Entre quatre murs, les bêtes de scène sont devenus lions en cage. Ils ne s’en sont pas vantés. Ils ont appelé leurs frères à éviter la case prison. Là-bas, on fait passer le tour d’horloge comme on peut. Ils ont lu, écrit, médité sur leur passé et envisagé l’avenir. Au parloir, Tupac annonçait qu’il ne lui restait plus beaucoup de temps et qu’il était décidé à ne pas le gâcher. Au-delà du bling-bling, des voitures de sport et des bouteilles de Hennessy, il peignait la réalité : la violence et la misère du ghetto. Tupac avait la « Thug Life » dans la peau. Il en a fait un programme politique : se servir des qualités déployées dans la rue pour s’organiser en communauté, faire du business, chasser le crack des quartiers, protéger les femmes et les enfants… Une sorte de rêve américain appliqué au ghetto.
Mike Tyson a beau avoir Mao et le Che gravés sur le corps, il est davantage un symbole qu’un théoricien. L’expression d’une rébellion contre l’ordre établi. Il faisait ce qu’il voulait. Comme ce tatouage maori sur la tronche.
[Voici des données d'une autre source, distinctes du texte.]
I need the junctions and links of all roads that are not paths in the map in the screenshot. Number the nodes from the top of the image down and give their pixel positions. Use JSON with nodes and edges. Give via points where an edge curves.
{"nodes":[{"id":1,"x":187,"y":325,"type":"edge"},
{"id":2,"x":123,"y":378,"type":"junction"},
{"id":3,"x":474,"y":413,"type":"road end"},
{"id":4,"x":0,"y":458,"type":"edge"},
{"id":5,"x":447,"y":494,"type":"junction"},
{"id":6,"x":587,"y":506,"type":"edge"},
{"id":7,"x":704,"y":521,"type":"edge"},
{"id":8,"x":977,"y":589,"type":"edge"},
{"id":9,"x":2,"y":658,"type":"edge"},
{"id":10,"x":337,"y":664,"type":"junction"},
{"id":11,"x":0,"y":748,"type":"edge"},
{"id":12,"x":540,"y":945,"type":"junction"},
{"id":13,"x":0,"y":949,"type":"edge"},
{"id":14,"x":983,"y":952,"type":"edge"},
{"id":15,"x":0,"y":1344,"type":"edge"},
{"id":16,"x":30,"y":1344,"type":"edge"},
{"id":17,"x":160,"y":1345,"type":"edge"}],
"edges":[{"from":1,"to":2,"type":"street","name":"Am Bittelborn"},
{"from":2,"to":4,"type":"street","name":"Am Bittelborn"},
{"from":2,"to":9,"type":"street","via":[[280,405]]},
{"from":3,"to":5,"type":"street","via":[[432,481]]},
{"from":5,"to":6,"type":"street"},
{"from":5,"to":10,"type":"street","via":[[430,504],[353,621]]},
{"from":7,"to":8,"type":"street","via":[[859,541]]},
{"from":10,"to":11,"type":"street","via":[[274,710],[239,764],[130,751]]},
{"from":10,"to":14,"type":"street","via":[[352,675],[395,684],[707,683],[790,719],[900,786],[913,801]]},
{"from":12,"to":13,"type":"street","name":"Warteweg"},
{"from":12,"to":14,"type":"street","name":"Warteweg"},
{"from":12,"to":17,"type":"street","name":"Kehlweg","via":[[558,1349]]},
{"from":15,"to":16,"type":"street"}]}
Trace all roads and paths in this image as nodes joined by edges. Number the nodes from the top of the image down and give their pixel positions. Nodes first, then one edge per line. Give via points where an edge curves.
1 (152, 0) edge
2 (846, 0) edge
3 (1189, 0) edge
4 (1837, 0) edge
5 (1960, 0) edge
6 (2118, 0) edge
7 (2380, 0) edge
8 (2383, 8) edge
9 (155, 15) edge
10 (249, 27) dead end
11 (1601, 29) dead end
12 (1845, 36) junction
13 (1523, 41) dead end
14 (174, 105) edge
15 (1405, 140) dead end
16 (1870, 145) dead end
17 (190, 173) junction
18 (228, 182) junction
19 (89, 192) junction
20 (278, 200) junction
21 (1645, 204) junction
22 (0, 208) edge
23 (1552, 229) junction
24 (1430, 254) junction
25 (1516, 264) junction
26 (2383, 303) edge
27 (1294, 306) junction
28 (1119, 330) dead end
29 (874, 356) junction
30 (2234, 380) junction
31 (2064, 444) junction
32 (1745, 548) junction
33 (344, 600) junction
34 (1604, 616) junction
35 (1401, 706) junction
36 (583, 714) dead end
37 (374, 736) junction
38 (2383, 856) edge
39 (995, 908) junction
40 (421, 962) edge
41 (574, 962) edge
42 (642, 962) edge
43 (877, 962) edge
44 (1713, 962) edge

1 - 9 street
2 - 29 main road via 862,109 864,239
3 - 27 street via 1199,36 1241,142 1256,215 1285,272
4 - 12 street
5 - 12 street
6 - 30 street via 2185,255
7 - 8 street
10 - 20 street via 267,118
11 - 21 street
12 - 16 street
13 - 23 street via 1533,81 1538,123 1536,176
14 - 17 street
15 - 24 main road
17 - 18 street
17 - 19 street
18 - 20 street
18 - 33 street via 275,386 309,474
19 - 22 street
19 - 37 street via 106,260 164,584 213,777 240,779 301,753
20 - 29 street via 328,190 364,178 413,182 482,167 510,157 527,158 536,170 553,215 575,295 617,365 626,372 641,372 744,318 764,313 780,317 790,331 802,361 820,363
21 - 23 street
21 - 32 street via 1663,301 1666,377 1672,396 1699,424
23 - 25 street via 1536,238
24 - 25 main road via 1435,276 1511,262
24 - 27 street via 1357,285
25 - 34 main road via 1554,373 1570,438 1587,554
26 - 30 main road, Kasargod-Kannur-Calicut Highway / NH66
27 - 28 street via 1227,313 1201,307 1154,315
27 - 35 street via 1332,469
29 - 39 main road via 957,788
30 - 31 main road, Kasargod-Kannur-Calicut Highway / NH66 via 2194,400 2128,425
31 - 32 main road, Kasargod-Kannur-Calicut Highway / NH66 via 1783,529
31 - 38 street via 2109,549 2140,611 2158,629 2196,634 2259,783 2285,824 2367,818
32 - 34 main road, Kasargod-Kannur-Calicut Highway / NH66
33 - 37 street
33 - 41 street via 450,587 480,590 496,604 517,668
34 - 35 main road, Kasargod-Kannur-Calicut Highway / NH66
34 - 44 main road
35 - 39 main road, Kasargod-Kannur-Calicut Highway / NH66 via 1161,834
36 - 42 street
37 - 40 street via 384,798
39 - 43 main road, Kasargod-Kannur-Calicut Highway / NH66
Tupac Shakur et Mike Tyson. La première fois que leurs routes se sont croisées, à la fin des années quatre-vingt, le jeune champion avait fait entrer l’ado mal fagoté dans un club de Sunset Boulevard, à Hollywood. Le 7 septembre 1996, ils avaient prévu de se retrouver au Club 662 pour célébrer la victoire de Mike Tyson. Bruce Sheldon n’avait tenu qu’un round. Tupac s’est fait descendre en chemin. Ce soir-là, plus de sang a été versé hors du ring que sur le ring. Deux mois plus tard, Tyson a perdu sa ceinture de champion du monde, devant Evander Holyfield.
On en est resté comme deux ronds de flan. On les croyait indestructibles, les frères de sang.